Stocks will fall about 5 percent from current levels and may even slide into bear market territory in the next few months as emerging markets like China rattle investors, said Bob Janjuah, senior adviser at Nomura Holdings Inc.

He forecast that the S&P 500 stock index will end the year at 1,820 from its current level of about 1,920 amid signs of economic weakness.

“I fear that we could even see prints in the low 1700s which would entail a 20 percent move (an official bear market) in the S&P 500 from its 2015 high of 2134,” he said in a Sept. 30 report obtained by Newsmax Finance. “Globally I expect things to be even weaker.”

The S&P 500 fell 6.7 percent from July to September, the worst quarter in four years for the benchmark. China’s currency devaluation was a key trigger for the sell-off as investors fretted that the world’s second-biggest economy was in trouble.

“China’s devaluations are not over yet,” London-based Janjuah said. “There is more weakness ahead — both fundamentally and within markets — over the fourth quarter and perhaps into first-quarter 2016.”

A rise in the S&P 500 to a weekly close above 2,020 will hit the stop-loss trigger on his short position, he said. A stop-loss order is intended to minimize trading losses.

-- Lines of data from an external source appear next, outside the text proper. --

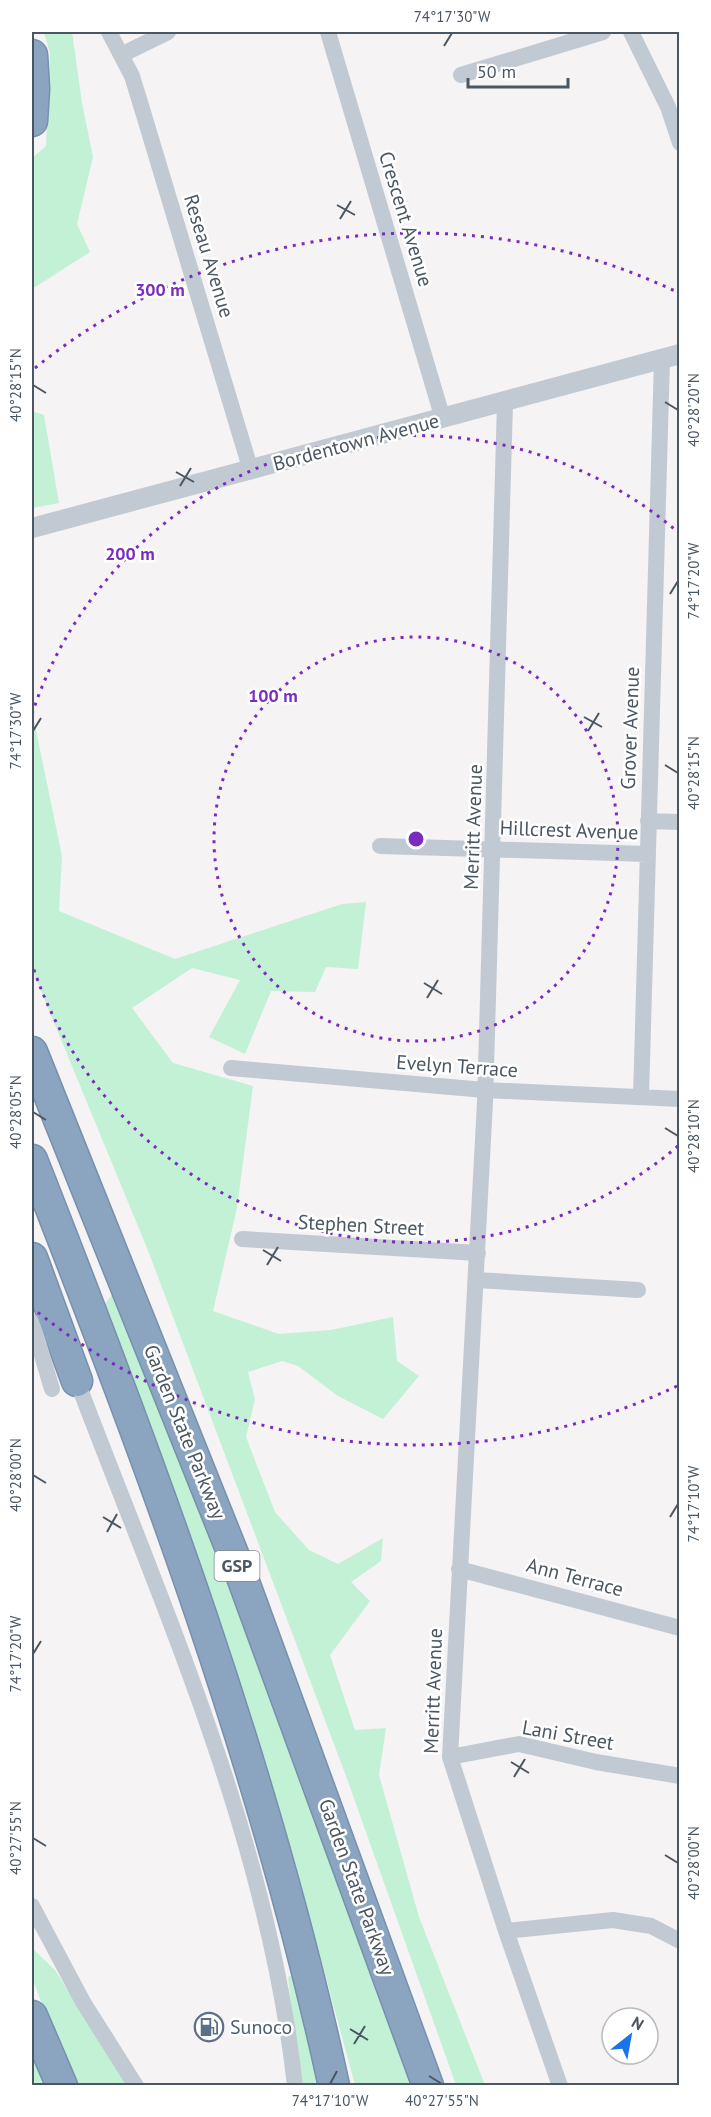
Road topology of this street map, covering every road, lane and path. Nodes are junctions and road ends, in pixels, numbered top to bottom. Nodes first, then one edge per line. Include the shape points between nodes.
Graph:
1 (109, 32) edge
2 (168, 32) edge
3 (328, 32) edge
4 (603, 32) edge
5 (631, 32) edge
6 (32, 54) edge
7 (121, 55) junction
8 (460, 75) dead end
9 (32, 121) edge
10 (680, 143) edge
11 (671, 357) edge
12 (505, 403) junction
13 (443, 419) junction
14 (251, 471) junction
15 (32, 528) edge
16 (648, 821) junction
17 (680, 822) edge
18 (380, 846) dead end
19 (494, 848) junction
20 (648, 854) junction
21 (32, 1053) edge
22 (231, 1068) dead end
23 (485, 1090) junction
24 (641, 1097) junction
25 (680, 1099) edge
26 (32, 1160) edge
27 (242, 1239) dead end
28 (478, 1253) junction
29 (32, 1258) edge
30 (477, 1280) junction
31 (638, 1290) dead end
32 (32, 1322) edge
33 (64, 1385) junction
34 (459, 1569) junction
35 (680, 1628) edge
36 (450, 1757) junction
37 (680, 1776) edge
38 (32, 1906) edge
39 (506, 1931) junction
40 (680, 1941) edge
41 (32, 2016) edge
42 (62, 2085) edge
43 (136, 2085) edge
44 (295, 2085) edge
45 (334, 2085) edge
46 (429, 2085) edge
47 (560, 2085) edge

1 - 7 street, Reseau Avenue
2 - 7 street
3 - 13 street, Crescent Avenue
4 - 8 street
5 - 10 street via 661,90
6 - 9 highway
7 - 14 street, Reseau Avenue via 143,111
11 - 12 street, Bordentown Avenue
11 - 16 street, Grover Avenue
12 - 13 street, Bordentown Avenue
12 - 19 street, Merritt Avenue
13 - 14 street, Bordentown Avenue
14 - 15 street, Bordentown Avenue
16 - 17 street, Hillcrest Avenue
16 - 20 street, Grover Avenue
18 - 19 street, Hillcrest Avenue
19 - 20 street, Hillcrest Avenue
19 - 23 street, Merritt Avenue
20 - 24 street, Grover Avenue
21 - 46 highway, Garden State Parkway / GSP via 237,1564
22 - 23 street, Evelyn Terrace
23 - 24 street, Evelyn Terrace
23 - 28 street, Merritt Avenue
24 - 25 street, Evelyn Terrace
26 - 45 highway, GSP via 164,1512 238,1727 283,1877
27 - 28 street, Stephen Street
28 - 30 street, Merritt Avenue
29 - 33 highway
30 - 31 street
30 - 34 street, Merritt Avenue
32 - 33 street
33 - 44 street via 157,1582 248,1850 278,1970
34 - 35 street, Ann Terrace
34 - 36 street, Merritt Avenue
36 - 37 street, Lani Street via 519,1744
36 - 39 street, Merritt Avenue
38 - 43 street via 83,2002
39 - 40 street via 613,1920 651,1926
39 - 47 street, Merritt Avenue
41 - 42 highway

Janjuah has a reputation for being a “permabear” who relentlessly finds reasons to be pessimistic about stocks or the economy. Meanwhile, unprecedented monetary stimulus by central banks since the financial crisis in 2008 has invalidated bearish calls by many analysts.

Looking for ‘Yellen Put’?


Janjuah estimated that the S&P 500 would have to reach the 1,500s in order for the Federal Reserve to respond with monetary stimulus: the “Fed Put.”

Wall Street coined the term “Greenspan Put” to describe how former Federal Reserve Chairman Alan Greenspan helped to prop up stocks by lowering interest rates and flooding the financial system with easier credit. A put is an options contract that allows a trader to sell a security at a preset price.

The “Bernanke Put,” named for Greenspan’s successor Ben S. Bernanke, described the Fed’s several rounds of quantitative easing. Those bond-buying programs were intended to help the economy recover from the worst recession in 80 years.

Current Fed Chair Janet Yellen said the central bank is looking to raise interest rates this year — the first hike since 2006. Back then, the U.S. economy was growing by more than 5 percent a year, compared with 3.7 percent currently.

Any rate hike will be short-lived and followed by more monetary stimulus, Janjuah said.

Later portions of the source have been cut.